» EXERCISE PROMPT
Only an exact reprint of all the data is acceptable.

* * * * * * *

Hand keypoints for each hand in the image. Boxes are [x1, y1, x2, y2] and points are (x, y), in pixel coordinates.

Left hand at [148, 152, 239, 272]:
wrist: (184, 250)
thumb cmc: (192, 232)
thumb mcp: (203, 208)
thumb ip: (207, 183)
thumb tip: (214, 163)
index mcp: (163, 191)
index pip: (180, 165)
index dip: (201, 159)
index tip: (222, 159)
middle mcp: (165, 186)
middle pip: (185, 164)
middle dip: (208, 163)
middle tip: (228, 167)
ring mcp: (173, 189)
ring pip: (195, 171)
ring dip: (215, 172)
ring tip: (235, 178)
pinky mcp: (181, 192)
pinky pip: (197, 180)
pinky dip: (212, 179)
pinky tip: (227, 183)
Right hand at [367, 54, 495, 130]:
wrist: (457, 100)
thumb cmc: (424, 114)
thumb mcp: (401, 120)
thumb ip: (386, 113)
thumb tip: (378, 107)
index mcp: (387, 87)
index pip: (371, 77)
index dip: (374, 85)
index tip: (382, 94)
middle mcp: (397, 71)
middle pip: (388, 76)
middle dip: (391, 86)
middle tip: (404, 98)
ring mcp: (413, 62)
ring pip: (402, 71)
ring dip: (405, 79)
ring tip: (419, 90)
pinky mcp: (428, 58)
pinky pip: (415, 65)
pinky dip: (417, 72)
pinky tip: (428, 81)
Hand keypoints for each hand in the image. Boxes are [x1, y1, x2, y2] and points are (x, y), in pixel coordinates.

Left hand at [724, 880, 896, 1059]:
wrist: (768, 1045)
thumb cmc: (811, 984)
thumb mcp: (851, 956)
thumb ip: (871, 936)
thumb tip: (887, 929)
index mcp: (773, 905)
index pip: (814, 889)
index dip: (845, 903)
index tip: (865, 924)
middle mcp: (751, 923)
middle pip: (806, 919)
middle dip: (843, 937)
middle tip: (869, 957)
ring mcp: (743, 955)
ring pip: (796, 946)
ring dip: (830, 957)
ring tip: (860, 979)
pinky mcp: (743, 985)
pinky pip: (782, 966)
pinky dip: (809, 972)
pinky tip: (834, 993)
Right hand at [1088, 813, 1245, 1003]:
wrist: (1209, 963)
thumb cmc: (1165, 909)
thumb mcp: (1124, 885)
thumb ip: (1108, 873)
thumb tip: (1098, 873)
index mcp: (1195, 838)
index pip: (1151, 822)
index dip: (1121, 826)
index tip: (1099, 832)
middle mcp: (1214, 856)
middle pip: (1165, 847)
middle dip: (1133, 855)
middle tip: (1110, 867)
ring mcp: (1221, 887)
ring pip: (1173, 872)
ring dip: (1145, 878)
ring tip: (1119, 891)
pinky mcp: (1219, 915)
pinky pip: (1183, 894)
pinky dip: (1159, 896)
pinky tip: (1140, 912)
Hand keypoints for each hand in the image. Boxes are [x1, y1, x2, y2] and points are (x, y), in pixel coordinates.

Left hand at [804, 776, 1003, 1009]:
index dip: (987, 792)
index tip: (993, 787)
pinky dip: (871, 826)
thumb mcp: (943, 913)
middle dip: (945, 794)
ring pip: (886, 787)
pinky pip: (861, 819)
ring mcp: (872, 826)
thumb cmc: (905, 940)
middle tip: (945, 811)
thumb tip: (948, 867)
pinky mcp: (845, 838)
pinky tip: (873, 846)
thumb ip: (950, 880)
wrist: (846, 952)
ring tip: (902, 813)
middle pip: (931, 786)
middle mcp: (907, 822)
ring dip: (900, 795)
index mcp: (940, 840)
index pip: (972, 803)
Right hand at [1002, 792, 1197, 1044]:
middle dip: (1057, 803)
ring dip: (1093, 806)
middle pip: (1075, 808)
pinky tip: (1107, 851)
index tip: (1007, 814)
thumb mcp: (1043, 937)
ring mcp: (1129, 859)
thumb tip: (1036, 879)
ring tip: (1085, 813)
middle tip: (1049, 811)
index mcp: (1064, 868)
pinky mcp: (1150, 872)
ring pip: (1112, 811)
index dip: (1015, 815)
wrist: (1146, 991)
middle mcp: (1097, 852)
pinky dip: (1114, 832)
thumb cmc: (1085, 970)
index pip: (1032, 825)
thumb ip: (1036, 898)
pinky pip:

* * * * * * *

» EXERCISE RESPONSE
Hand keypoints for each hand in the image. Boxes are [x1, y1, x2, y2] and points are (x, y), in pixel coordinates.

Left hand at [148, 152, 239, 272]:
wrist: (184, 250)
thumb cmc: (192, 232)
thumb mcp: (203, 208)
thumb ip: (207, 183)
thumb tip: (214, 163)
index mcp: (163, 191)
index pip: (180, 165)
index dip: (201, 159)
index tip: (222, 159)
middle mcp: (165, 186)
middle pip: (185, 164)
middle dip: (208, 163)
middle tip: (228, 167)
ring mcp: (173, 189)
ring pip: (195, 171)
ring dip: (215, 172)
ring tip: (235, 178)
pinky mcp: (181, 192)
pinky pip: (197, 180)
pinky dip: (212, 179)
pinky tip: (227, 183)
Right hand at [367, 54, 495, 130]:
wrist: (457, 100)
thumb cmc: (424, 114)
thumb mcp: (401, 120)
thumb ip: (386, 113)
thumb tip: (378, 107)
index mcp: (387, 87)
index pip: (371, 77)
index dip: (374, 85)
index tip: (382, 94)
middle mcp: (397, 71)
middle pip: (388, 76)
middle dip: (391, 86)
middle tip: (404, 98)
ring mcp: (413, 62)
ring pip: (402, 71)
ring dip: (405, 79)
ring tip: (419, 90)
pinky mcp: (428, 58)
pinky pip: (415, 65)
pinky dip: (417, 72)
pinky tip: (428, 81)
Hand keypoints for each hand in the image. Boxes are [x1, y1, x2, y2] and points are (x, y), in pixel coordinates.

Left hand at [724, 880, 896, 1059]:
wrist: (768, 1045)
thumb cmc: (811, 984)
thumb mcp: (851, 956)
thumb ip: (871, 936)
thumb tip: (887, 929)
index mcp: (773, 905)
index pip: (814, 889)
index dip: (845, 903)
index tip: (865, 924)
middle mcp: (751, 923)
middle pip: (806, 919)
middle dip: (843, 937)
middle tip: (869, 957)
ring mcp: (743, 955)
ring pip: (796, 946)
ring dip: (830, 957)
ring tip: (860, 979)
pinky mcp: (743, 985)
pinky pip: (782, 966)
pinky dip: (809, 972)
pinky tip: (834, 993)
Right hand at [1088, 813, 1245, 1003]:
wrist: (1209, 963)
thumb cmc: (1165, 909)
thumb mcp: (1124, 885)
thumb ip: (1108, 873)
thumb tip: (1098, 873)
index mcp: (1195, 838)
index pip: (1151, 822)
index dip: (1121, 826)
index tip: (1099, 832)
middle mcp: (1214, 856)
middle pip: (1165, 847)
middle dip: (1133, 855)
middle tip: (1110, 867)
ring mcp: (1221, 887)
ring pip: (1173, 872)
ring dip: (1145, 878)
ring tip: (1119, 891)
pinky mcp: (1219, 915)
pinky pip: (1183, 894)
pinky dip: (1159, 896)
pinky tip: (1140, 912)
Hand keypoints for each hand in the image. Boxes are [x1, y1, x2, y2] and points are (x, y), in pixel coordinates.

Left hand at [804, 776, 1003, 1009]:
index dip: (987, 792)
index tip: (993, 787)
pinky dip: (871, 826)
thumb mcp: (943, 913)
middle dip: (945, 794)
ring pip: (886, 787)
pinky pip: (861, 819)
ring mcp: (872, 826)
thumb cmc: (905, 940)
middle tip: (945, 811)
thumb tip: (948, 867)
pinky mcp: (845, 838)
pinky tip: (873, 846)
thumb ip: (950, 880)
wrist: (846, 952)
ring tip: (902, 813)
middle pip: (931, 786)
middle mcp: (907, 822)
ring dip: (900, 795)
index mcp: (940, 840)
index pip: (972, 803)
Right hand at [1002, 792, 1197, 1044]:
middle dip: (1057, 803)
ring dip: (1093, 806)
middle pip: (1075, 808)
pinky tip: (1107, 851)
index tip: (1007, 814)
thumb mcp: (1043, 937)
ring mcp: (1129, 859)
thumb tip: (1036, 879)
ring tip: (1085, 813)
middle tip: (1049, 811)
index mcp: (1064, 868)
pinky mcp: (1150, 872)
ring pip: (1112, 811)
index dip: (1015, 815)
wrist: (1146, 991)
middle mcp: (1097, 852)
pinky dip: (1114, 832)
thumb cmc: (1085, 970)
index pip: (1032, 825)
thumb ip: (1036, 898)
pinky pip:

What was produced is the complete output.